The CREATE RULE statement is used to create a rule. Once a rule has been created, it can be bound to a column or a user-defined data type by using the sp_bindrule system stored procedure.
Triggers
Triggers are special types of stored procedures that are defined to execute automatically when an UPDATE, INSERT, or DELETE statement is issued against a table or view. Triggers can be used to enforce business rules automatically when data is modified. Triggers can also be used to extend the integrity checking logic of constraints, defaults, and rules. However, it is recommended that constraints and defaults be used instead of triggers whenever they provide all of the needed functionality.
Indexes
An index is a database object that orders the values of one or more columns in a table. An index provides pointers to the data values stored in specified columns of the table and orders the pointers in the specified order. When rows are requested from an indexed table, the database searches the index to find a particular value and then follows the pointer to the row containing that value.
Types of Data Integrity
SQL Server supports the following four types of data integrity:
1.Entity Integrity
Entity integrity defines a row as a unique entity for a particular table. Entity integrity enforces the integrity of the identifier column(s) or the primary key of a table (through indexes, UNIQUE constraints, PRIMARY KEY constraints, or IDENTITY properties).
2.Domain Integrity
Domain integrity validates the entries for a given column. Domain integrity can be enforced by restricting the type (through data types), the format (through CHECK constraints and rules), or the range of possible values (through FOREIGN KEY and CHECK constraints, DEFAULT definitions, NOT NULL definitions, and rules).
3.Referential Integrity
Referential integrity maintains the defined relationship between tables when records are entered or deleted from the tables. In SQL Server 2000, referential integrity is based on relationships between foreign keys and primary keys or between foreign keys and unique keys (through FOREIGN KEY and CHECK constraints). Referential integrity ensures that key values are consistent across the related tables.When referential integrity is enforced, SQL Server prevents users from adding records to a related table if there is no associated record in the primary table.

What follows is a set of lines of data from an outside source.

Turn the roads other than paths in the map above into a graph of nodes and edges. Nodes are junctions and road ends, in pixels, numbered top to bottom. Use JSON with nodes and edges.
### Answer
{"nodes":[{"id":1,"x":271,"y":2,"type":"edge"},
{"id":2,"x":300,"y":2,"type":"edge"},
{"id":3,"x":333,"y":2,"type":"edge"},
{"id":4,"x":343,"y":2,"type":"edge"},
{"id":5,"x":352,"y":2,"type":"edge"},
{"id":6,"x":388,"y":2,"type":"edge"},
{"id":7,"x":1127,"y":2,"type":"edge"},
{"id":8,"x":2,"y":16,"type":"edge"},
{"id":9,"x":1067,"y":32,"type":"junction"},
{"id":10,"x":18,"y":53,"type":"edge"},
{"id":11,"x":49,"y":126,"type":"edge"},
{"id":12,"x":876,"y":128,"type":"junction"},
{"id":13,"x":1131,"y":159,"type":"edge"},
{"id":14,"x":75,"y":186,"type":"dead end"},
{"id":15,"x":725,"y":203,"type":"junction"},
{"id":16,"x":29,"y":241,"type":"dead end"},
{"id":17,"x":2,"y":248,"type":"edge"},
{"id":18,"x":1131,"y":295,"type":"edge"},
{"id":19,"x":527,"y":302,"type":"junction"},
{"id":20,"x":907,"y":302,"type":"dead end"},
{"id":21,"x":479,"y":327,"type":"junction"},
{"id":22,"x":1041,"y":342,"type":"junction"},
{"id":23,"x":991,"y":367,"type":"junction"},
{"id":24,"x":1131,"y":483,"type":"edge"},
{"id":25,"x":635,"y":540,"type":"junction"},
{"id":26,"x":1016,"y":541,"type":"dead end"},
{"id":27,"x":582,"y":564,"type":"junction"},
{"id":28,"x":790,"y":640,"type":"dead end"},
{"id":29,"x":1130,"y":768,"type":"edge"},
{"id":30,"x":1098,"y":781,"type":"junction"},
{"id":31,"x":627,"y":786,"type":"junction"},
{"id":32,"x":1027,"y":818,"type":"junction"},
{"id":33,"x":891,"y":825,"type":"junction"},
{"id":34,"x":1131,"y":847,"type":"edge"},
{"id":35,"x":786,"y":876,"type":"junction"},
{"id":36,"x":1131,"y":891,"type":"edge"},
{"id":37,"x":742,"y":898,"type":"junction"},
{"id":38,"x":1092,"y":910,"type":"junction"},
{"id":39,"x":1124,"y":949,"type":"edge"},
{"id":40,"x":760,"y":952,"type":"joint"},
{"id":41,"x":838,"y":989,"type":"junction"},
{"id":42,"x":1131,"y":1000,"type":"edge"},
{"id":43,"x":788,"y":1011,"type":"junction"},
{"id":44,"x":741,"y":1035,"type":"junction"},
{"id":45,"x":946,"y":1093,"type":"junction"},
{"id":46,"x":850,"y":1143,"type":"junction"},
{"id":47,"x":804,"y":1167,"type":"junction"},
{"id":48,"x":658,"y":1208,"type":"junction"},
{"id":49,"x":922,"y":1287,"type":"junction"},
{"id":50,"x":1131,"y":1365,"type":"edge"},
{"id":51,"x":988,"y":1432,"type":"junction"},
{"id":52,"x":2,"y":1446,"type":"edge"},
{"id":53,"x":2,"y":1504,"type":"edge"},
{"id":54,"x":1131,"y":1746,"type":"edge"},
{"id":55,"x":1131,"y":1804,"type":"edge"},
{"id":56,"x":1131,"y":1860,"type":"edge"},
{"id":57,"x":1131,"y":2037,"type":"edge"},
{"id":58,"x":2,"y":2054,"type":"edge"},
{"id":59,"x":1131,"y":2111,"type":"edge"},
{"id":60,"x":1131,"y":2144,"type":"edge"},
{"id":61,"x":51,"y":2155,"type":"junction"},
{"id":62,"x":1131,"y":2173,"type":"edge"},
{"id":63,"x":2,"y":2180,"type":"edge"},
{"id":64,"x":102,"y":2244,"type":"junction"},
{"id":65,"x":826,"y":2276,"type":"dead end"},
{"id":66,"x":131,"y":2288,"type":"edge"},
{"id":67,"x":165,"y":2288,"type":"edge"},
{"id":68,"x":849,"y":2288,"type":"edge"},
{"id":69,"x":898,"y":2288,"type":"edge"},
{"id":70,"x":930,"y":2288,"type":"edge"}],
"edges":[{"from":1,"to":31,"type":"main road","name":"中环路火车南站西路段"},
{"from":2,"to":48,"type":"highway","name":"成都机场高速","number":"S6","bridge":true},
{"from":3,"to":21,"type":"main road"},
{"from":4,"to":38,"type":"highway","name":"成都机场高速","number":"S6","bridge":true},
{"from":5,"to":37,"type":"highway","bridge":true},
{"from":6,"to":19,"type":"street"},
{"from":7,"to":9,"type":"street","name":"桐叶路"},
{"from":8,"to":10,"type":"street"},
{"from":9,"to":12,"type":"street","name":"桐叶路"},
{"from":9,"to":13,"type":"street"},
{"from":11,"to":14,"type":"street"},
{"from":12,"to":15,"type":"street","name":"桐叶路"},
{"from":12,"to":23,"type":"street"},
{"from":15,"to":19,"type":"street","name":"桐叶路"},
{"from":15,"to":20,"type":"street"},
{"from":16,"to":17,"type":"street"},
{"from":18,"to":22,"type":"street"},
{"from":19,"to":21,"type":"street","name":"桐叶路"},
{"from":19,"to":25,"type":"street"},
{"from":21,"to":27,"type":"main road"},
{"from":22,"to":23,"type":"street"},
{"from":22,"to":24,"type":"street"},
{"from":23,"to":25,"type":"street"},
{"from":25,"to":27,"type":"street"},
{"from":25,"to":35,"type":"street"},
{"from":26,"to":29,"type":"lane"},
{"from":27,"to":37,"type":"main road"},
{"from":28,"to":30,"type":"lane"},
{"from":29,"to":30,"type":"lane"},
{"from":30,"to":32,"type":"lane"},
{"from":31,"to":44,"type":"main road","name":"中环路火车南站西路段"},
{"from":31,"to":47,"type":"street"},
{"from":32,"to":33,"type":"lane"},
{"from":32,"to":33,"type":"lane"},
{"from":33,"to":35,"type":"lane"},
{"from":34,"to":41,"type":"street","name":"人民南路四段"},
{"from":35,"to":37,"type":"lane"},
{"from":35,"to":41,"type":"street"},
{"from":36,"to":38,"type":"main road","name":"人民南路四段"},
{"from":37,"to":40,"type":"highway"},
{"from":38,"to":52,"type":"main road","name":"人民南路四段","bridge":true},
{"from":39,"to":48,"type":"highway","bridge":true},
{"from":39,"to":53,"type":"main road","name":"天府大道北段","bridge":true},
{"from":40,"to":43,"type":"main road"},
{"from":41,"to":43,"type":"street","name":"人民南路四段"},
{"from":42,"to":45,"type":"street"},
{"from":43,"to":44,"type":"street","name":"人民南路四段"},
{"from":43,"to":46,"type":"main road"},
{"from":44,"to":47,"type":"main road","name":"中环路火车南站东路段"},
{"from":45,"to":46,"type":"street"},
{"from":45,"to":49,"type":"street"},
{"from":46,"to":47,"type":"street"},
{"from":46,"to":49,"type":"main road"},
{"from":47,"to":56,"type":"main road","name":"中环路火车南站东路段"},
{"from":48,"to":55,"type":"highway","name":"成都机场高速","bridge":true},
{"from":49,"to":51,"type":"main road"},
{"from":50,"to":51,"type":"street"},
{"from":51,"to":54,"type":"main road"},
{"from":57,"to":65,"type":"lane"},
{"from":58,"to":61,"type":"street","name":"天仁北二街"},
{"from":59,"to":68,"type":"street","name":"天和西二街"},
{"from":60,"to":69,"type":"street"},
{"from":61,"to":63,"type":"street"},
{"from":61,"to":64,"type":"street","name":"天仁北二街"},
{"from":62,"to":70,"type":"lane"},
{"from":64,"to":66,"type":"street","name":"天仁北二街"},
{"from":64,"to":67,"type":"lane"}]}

Users are also prevented from changing values in a primary table or deleting records from the primary table if there are related records in the related table.
4.User-Defined Integrity
User-defined integrity is used to define specific business rules that do not fall into any of the other integrity categories. All of the integrity categories support user-defined integrity. All column-level and table-level constraints defined in CREATE TABLE, stored procedures, and triggers are examples of user-defined integrity.